Right after publishing my blog post about the high attrition rates of mobile app usage, I heard from one of my loyal readers about another interesting development on the app front.
Now that there are millions of mobile apps being offered to consumers, it’s becoming much more costly for developers to market new ones to their mobile audiences.
Fiksu, a mobile app marketing firm, reports that the cost to acquire a “loyal app user” – that is, a person who opens an app three or more times – increased by nearly a third in 2012.
According to Fiksu, the average acquisition cost for a loyal user is now $1.62, compared to $1.30 in 2011.
This isn’t to say that app downloads have declined as a result. Quite the contrary: They achieved record-breaking volume in 2012. But the growth rate has been slowing, in part due the larger download basis.
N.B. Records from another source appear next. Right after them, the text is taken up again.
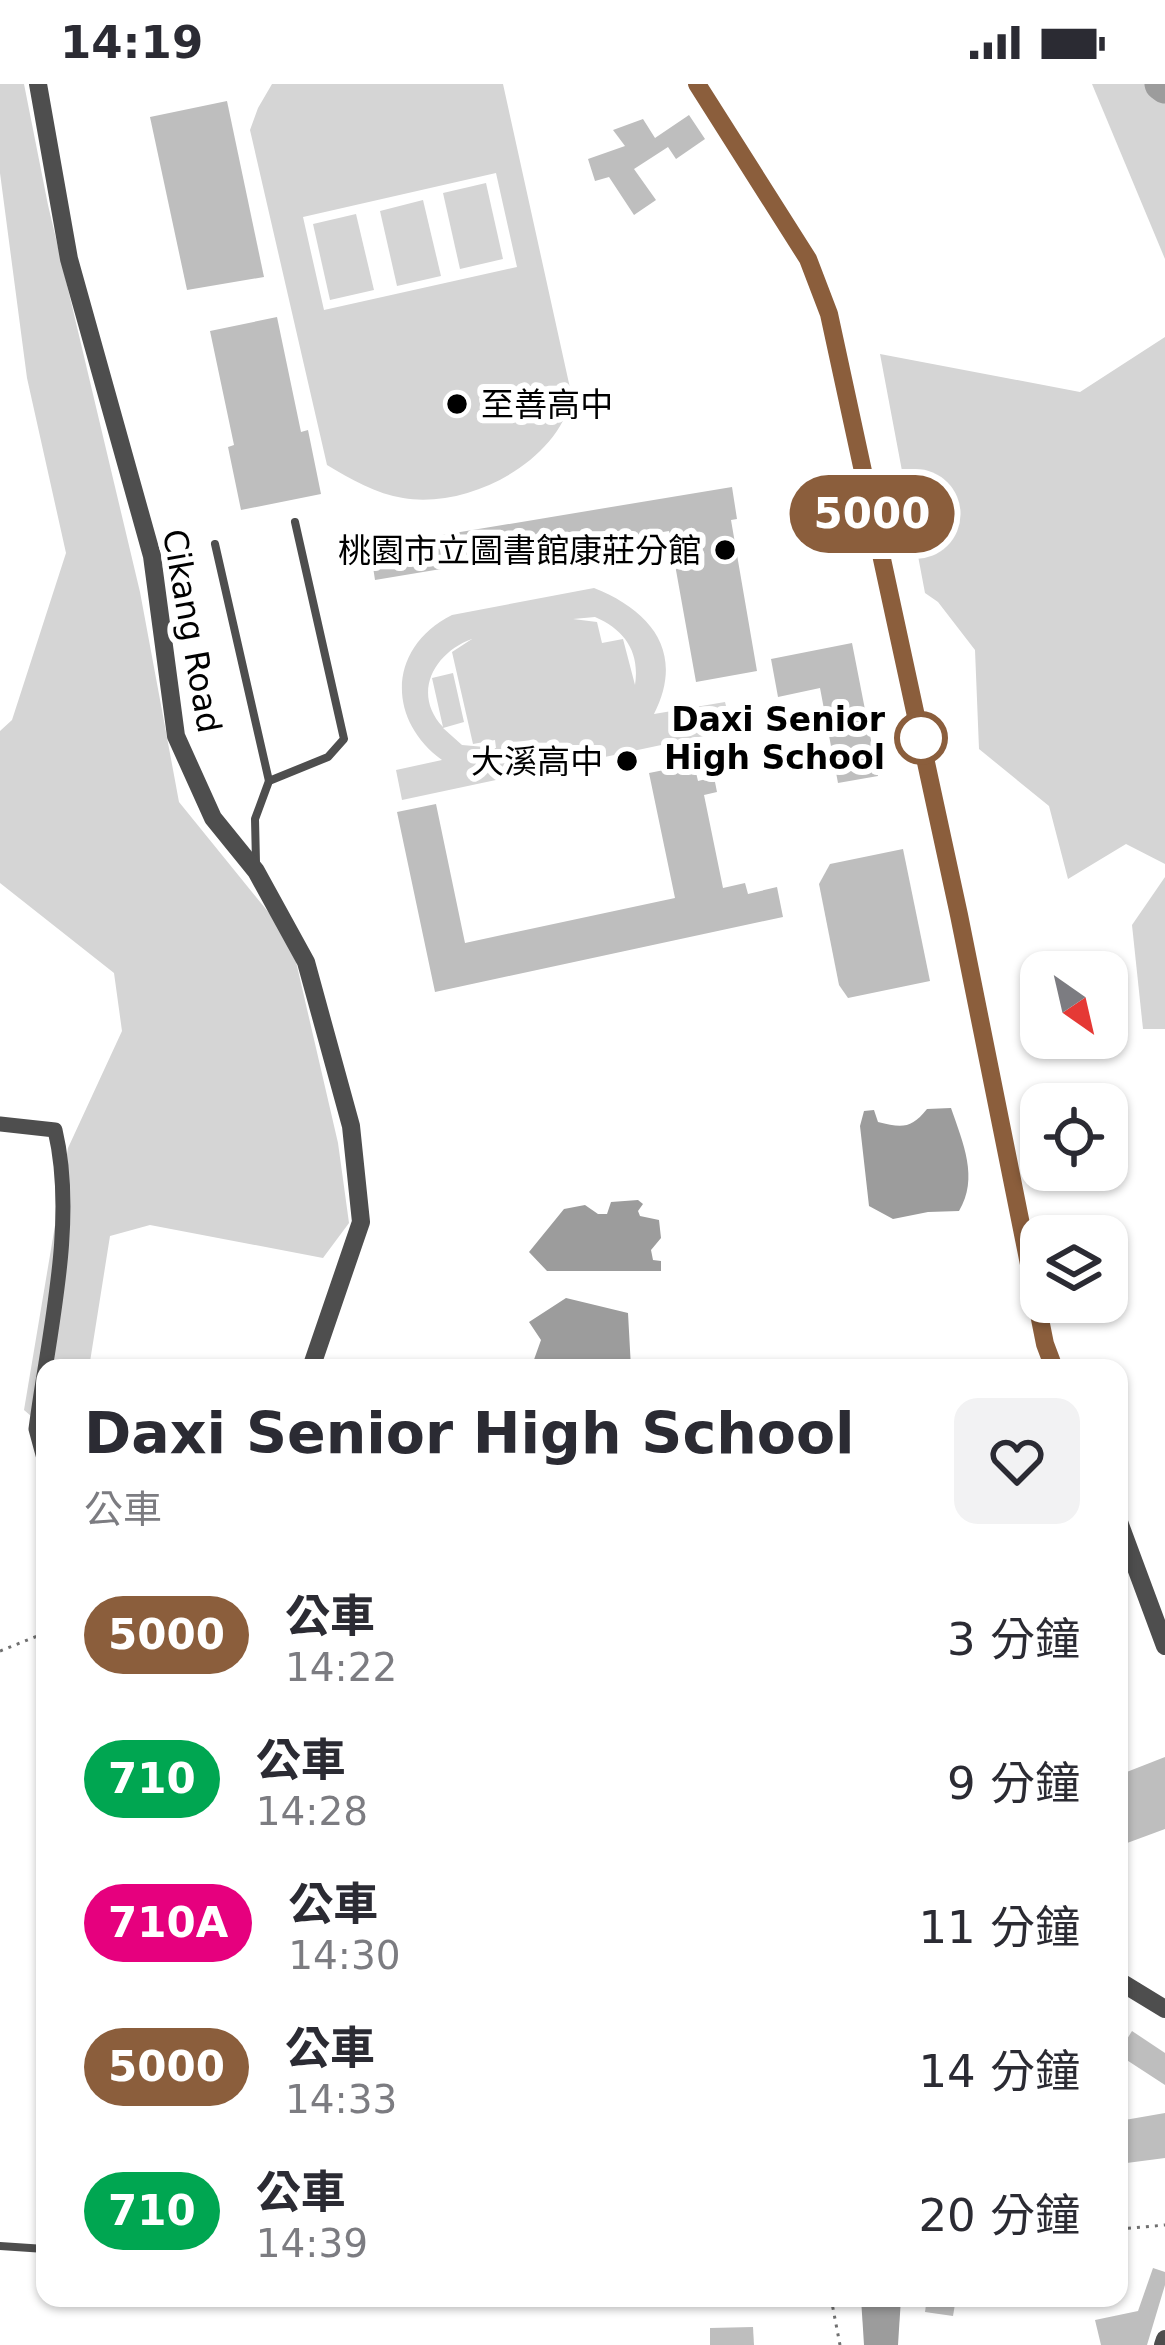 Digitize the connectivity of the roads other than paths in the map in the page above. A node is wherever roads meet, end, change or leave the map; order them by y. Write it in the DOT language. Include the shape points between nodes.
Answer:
graph roads {
  1 [pos="38,84"];
  2 [pos="697,84"];
  3 [pos="295,522"];
  4 [pos="215,544"];
  5 [pos="269,781"];
  6 [pos="256,871"];
  7 [pos="0,1124"];
  8 [pos="45,1359"];
  9 [pos="314,1359"];
  10 [pos="1051,1359"];
  11 [pos="1128,1546"];
  12 [pos="1165,1646"];
  13 [pos="1128,1986"];
  14 [pos="1165,2009"];
  15 [pos="0,2246"];
  16 [pos="36,2248"];
  1 -- 6 [label="street, Cikang Road" via="69,259 152,556 176,736 213,818"];
  2 -- 10 [label="street" via="808,259 829,314"];
  3 -- 5 [label="lane" via="344,739 328,757"];
  4 -- 5 [label="lane"];
  5 -- 6 [label="lane" via="255,819"];
  6 -- 9 [label="street, Cikang Road" via="306,962 350,1126 361,1222"];
  7 -- 8 [label="street" via="55,1130 62,1155 63,1225"];
  11 -- 12 [label="street"];
  13 -- 14 [label="street"];
  15 -- 16 [label="lane"];
} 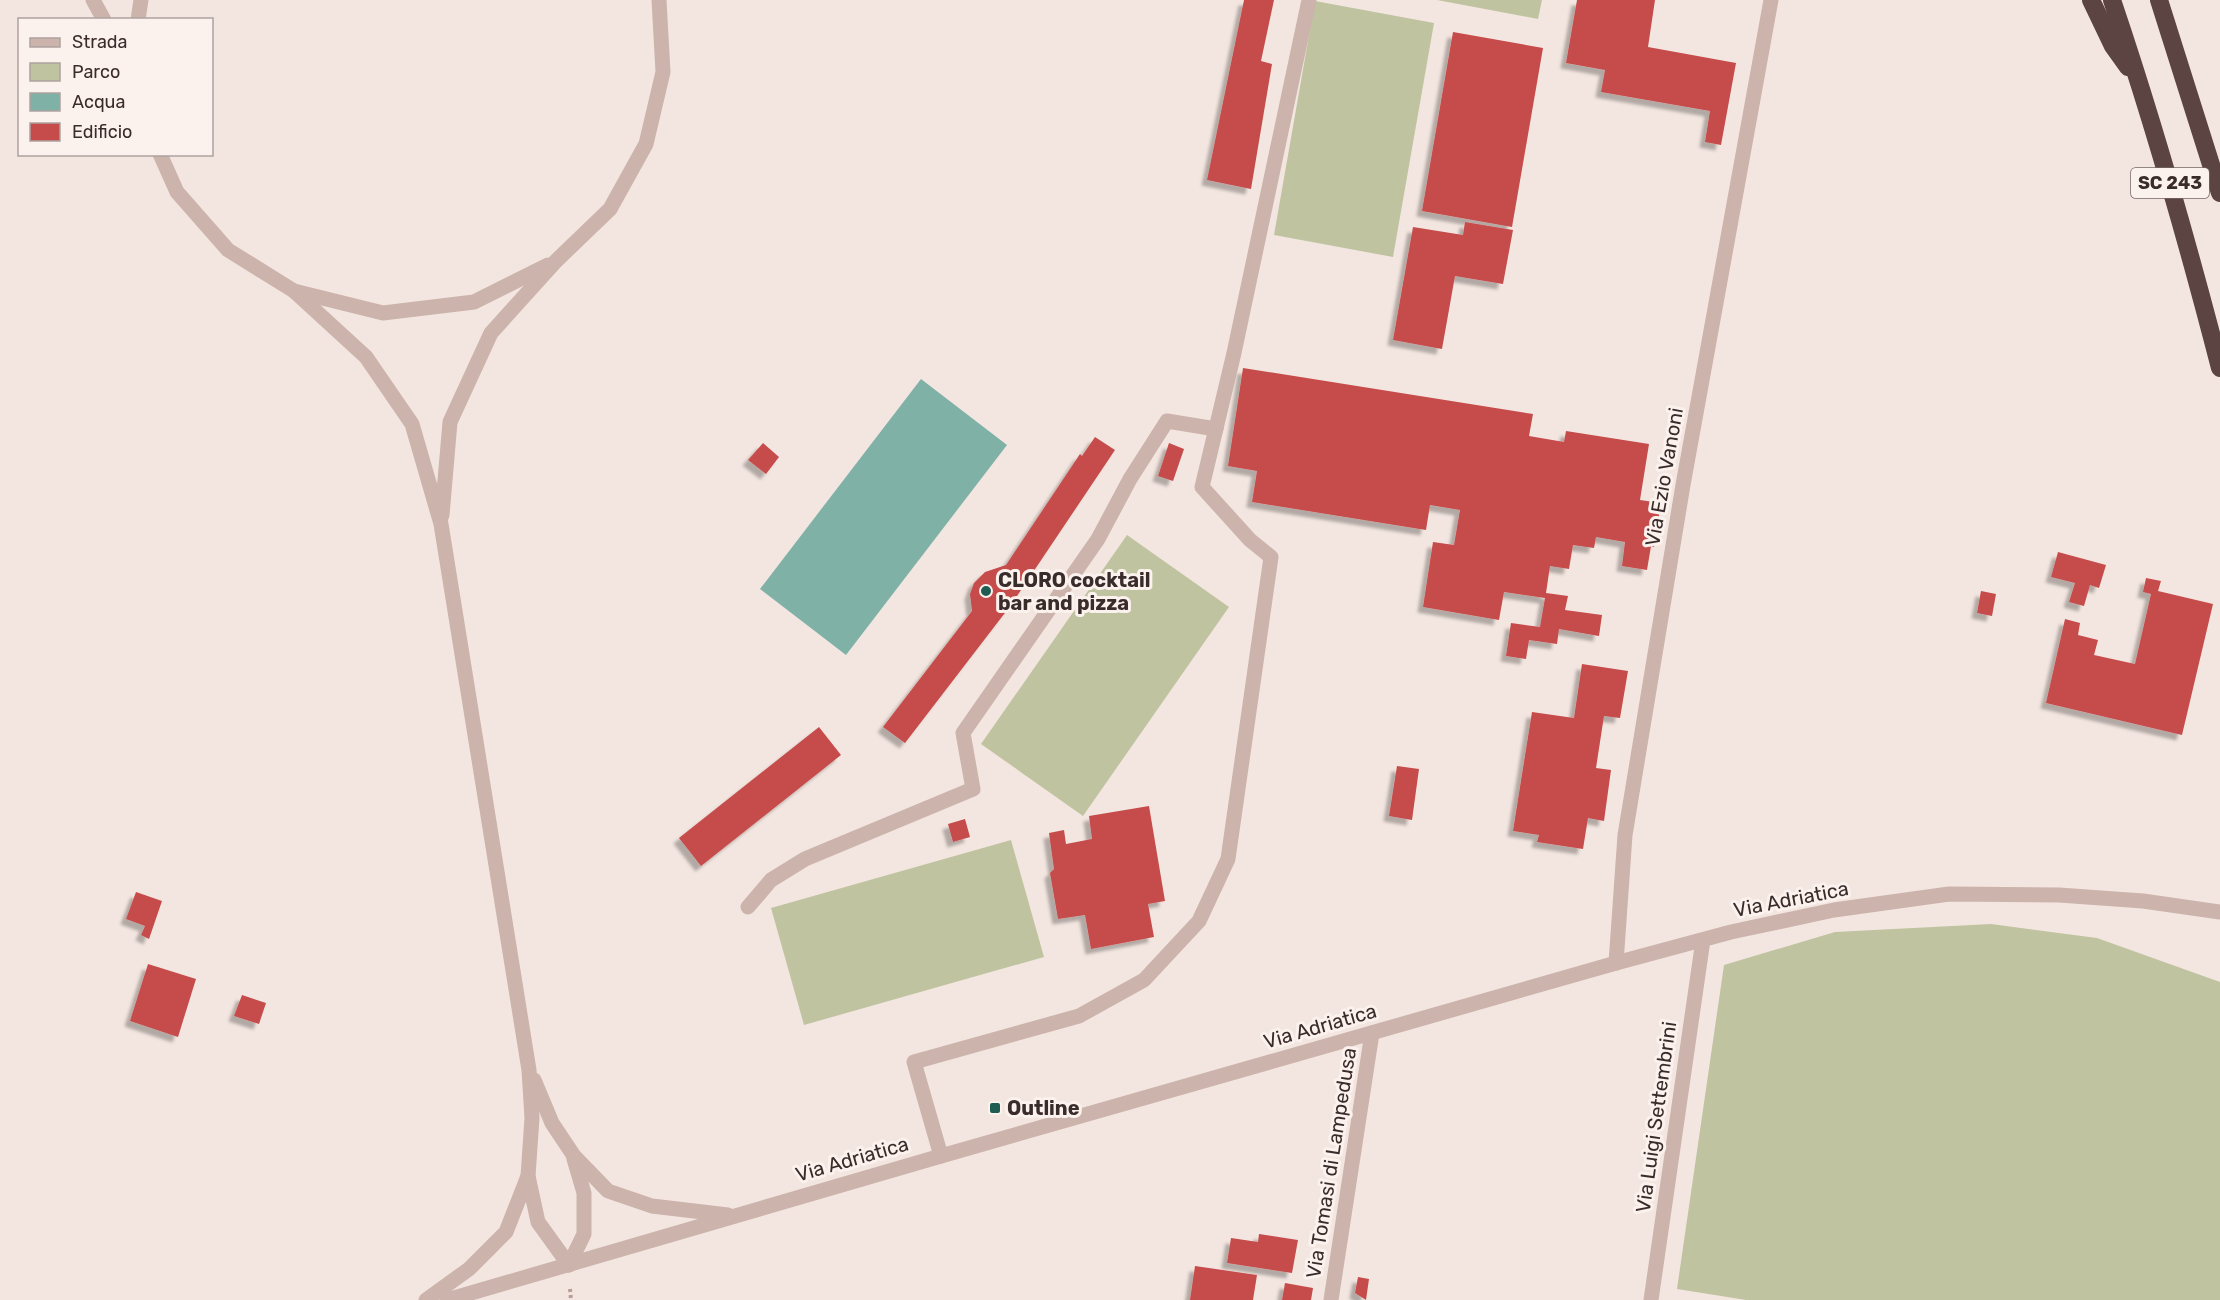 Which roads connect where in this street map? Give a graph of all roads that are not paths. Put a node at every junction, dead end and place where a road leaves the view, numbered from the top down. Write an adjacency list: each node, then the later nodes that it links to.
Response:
1 (93, 0): 9 (street)
2 (141, 0): 10 (street)
3 (659, 0): 14 (street)
4 (1309, 0): 17 (street)
5 (1771, 0): 22 (street, Via Ezio Vanoni)
6 (2091, 0): 11 (highway)
7 (2112, 0): 11 (highway, SC 243)
8 (2159, 0): 13 (highway, SC 243)
9 (103, 18)
10 (138, 18)
11 (2142, 87): 16 (highway, SC 243)
12 (161, 156): 15 (street)
13 (2220, 193)
14 (556, 261): 15 (street); 18 (street)
15 (294, 291): 18 (street)
16 (2220, 368)
17 (1216, 429): 19 (street); 26 (street)
18 (441, 524): 24 (street)
19 (748, 907)
20 (2220, 912): 21 (street, Via Adriatica)
21 (1703, 940): 22 (street, Via Adriatica); 33 (street, Via Luigi Settembrini)
22 (1616, 963): 23 (street, Via Adriatica)
23 (1371, 1033): 26 (street, Via Adriatica); 32 (street, Via Tomasi di Lampedusa)
24 (529, 1070): 25 (street); 27 (street)
25 (574, 1156): 28 (street); 29 (street)
26 (941, 1156): 28 (street, Via Adriatica)
27 (528, 1176): 29 (street); 30 (street)
28 (734, 1216): 29 (street, Via Adriatica)
29 (569, 1265): 31 (street, Via Adriatica)
30 (426, 1300)
31 (447, 1300)
32 (1331, 1300)
33 (1651, 1300) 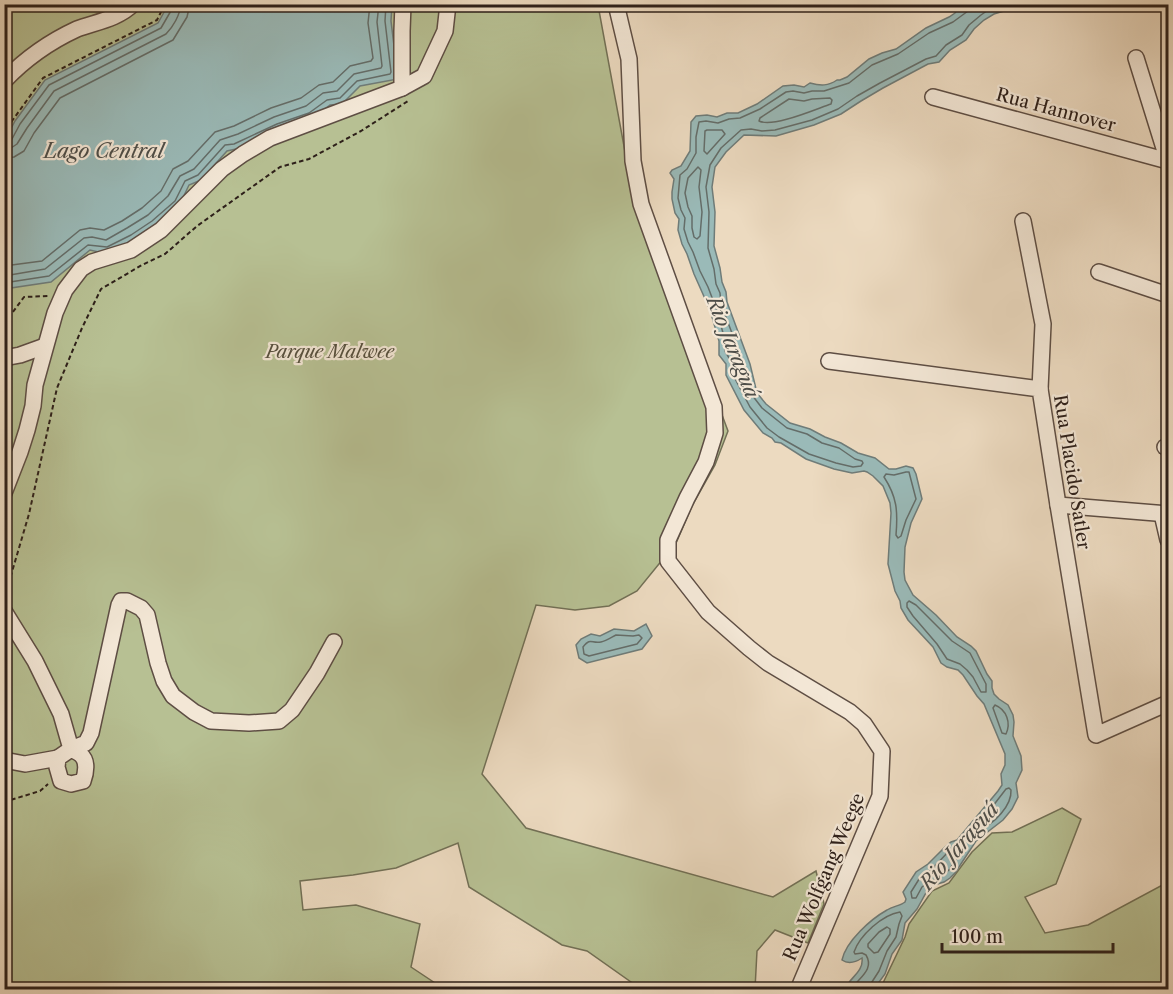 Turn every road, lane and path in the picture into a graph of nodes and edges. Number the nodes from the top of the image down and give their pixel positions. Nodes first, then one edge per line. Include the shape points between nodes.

As for the implications raising costs and higher competition for the consumer’s attention, Sarah Perez of TechCrunch warns that “… in 2014, we might see more of the newer, younger companies trying darker shades of ‘growth hacking’ as a way to find initial traction.
This is very interesting . . . and very insane. Not you, my friend, but “it.”
Everything in this brief gem of a blog spells out insanity:
To “acquire” a person for $1.30 or a few cents more.
To call it loyalty if someone clicks somewhere three times.
The frame of reference for ubiquitous inflation … and “everything and everyone” becomes somewhere between “replaceable and worthless.”